The Lovers:
Aphrodite
and Ares are our Lovers. Not in the happily-married-and-still-silly-about-each-other
kind of way, mind you; no, they were more the clandestinely-sneaking-around-on-a-cuckholded-spouse
sort. The spouse in question was Hephaestus,
Hera’s son, whom she’d crippled in a fit of rage. To make it up to him, she’d
compounded his troubles by marrying him to the fairest goddess on Olympus, the lovely
Aphrodite. This was despite the fact that Hephaestus was traditional,
conservative and hardworking, while Aphrodite was freespirited, sexually amoral and
not particularly industrious. Think Joe
DiMaggio and Marilyn Monroe.
To make matters worse was the fact that nobody had bothered to ask
'Dite how she felt about being married to the ugliest god in the
Pantheon. Yeah, it
was the classic match made in hell.
Needless to say, it wasn’t too long before ‘Dite’s
roving eye found a happy substitute for her unwanted husband in the
form of the dashing Ares (along with half the other gods on Olympus and an
occasional mortal thrown in for kicks). But Ares was her most
frequent companion, sneaking into Hephaestus’ house whenever the unwary god was
away and partying hardy with the Mrs. Of course, as you’d expect, they were
eventually seen, by peeping tom Helius, who went straight to the wronged
husband. Yes, the ancient Greek myths were
worse than a soap opera. They were
usually funnier, too. Because Hephaestus
was the god of the forge and a canny inventor of new magical items. He quickly created a chain that couldn’t be
broken, even by a god, and spelled it to his bed. The next time ‘Dite and Ares got jiggy with
it, the chain trapped them for all to see.
And Hephaestus made sure to invite everyone who was anyone on Olympus to
witness their shame.
It didn’t work out quite as he’d planned,
though. Because ‘Dite, never one to feel
much shame anyway, enjoyed being the center of attention, especially after Hermes
slyly pointed out that there wasn’t a man there who wouldn’t have made the same
choice as Ares, even knowing he’d be caught, for the chance at a little
Aphrodite lovin’. Poseidon, trying to
keep peace in the family (and to score a few points with 'Dite) finally talked Hephestus into releasing the couple.

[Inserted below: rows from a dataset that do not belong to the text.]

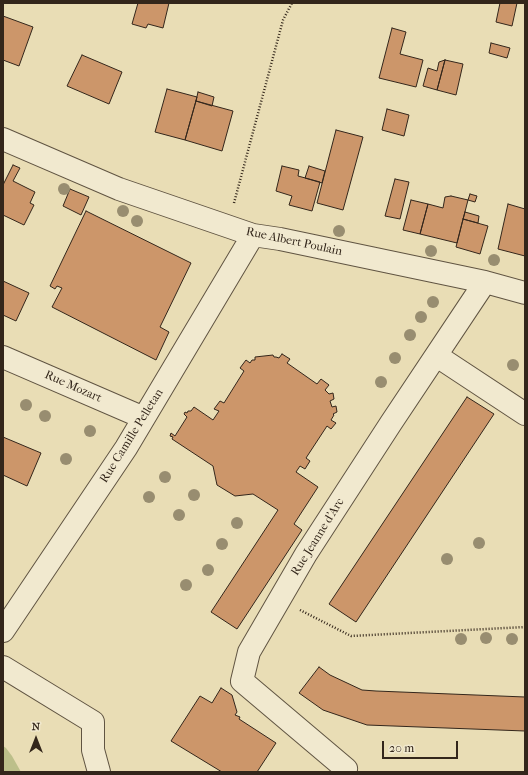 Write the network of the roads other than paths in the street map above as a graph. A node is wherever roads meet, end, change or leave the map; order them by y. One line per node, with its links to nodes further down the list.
1 (3, 139): 2 (street, Rue Albert Poulain)
2 (253, 235): 3 (street, Rue Albert Poulain); 8 (street, Rue Camille Pelletan)
3 (485, 282): 4 (street, Rue Albert Poulain); 5 (street, Rue Jeanne d'Arc)
4 (525, 293)
5 (437, 356): 7 (street); 12 (street, Rue Jeanne d'Arc)
6 (3, 357): 8 (street, Rue Mozart)
7 (525, 414)
8 (144, 418): 9 (street, Rue Camille Pelletan)
9 (3, 631)
10 (3, 667): 11 (street)
11 (99, 772)
12 (345, 772)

Ares stomped off in a snit, having been
laughed at by every god and goddess in the pantheon, but ‘Dite took it all in stride. According to legend, her entire reaction was to go off for the immortal equivalent of a day at the spa.

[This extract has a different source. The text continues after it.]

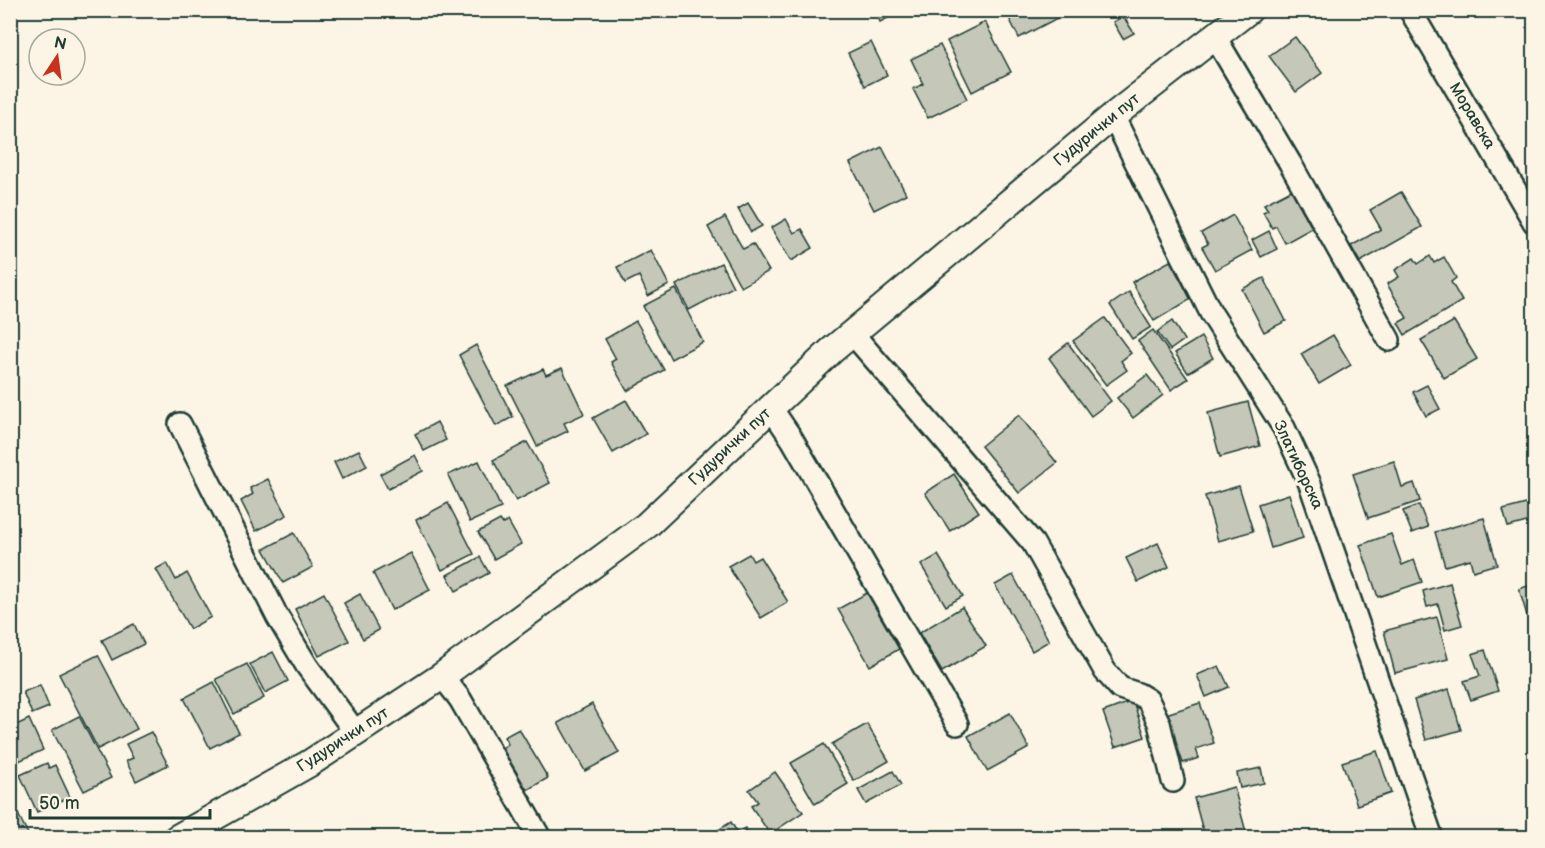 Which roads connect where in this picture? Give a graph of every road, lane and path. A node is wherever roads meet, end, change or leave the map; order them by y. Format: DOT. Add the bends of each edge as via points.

If the Lovers card comes up
in a reading, it rarely points to the start of an innocent new romance. Rather it’s all about choices, be they
romantic or otherwise. The card
indicates that the querent is soon to discover a person, career path or thing
that will completely enthrall them. They will feel like they simply have to
have the object of their desire regardless of the cost. As
Hermes pointed out, it might even be worth the price. But there will be a price, and it may be
high.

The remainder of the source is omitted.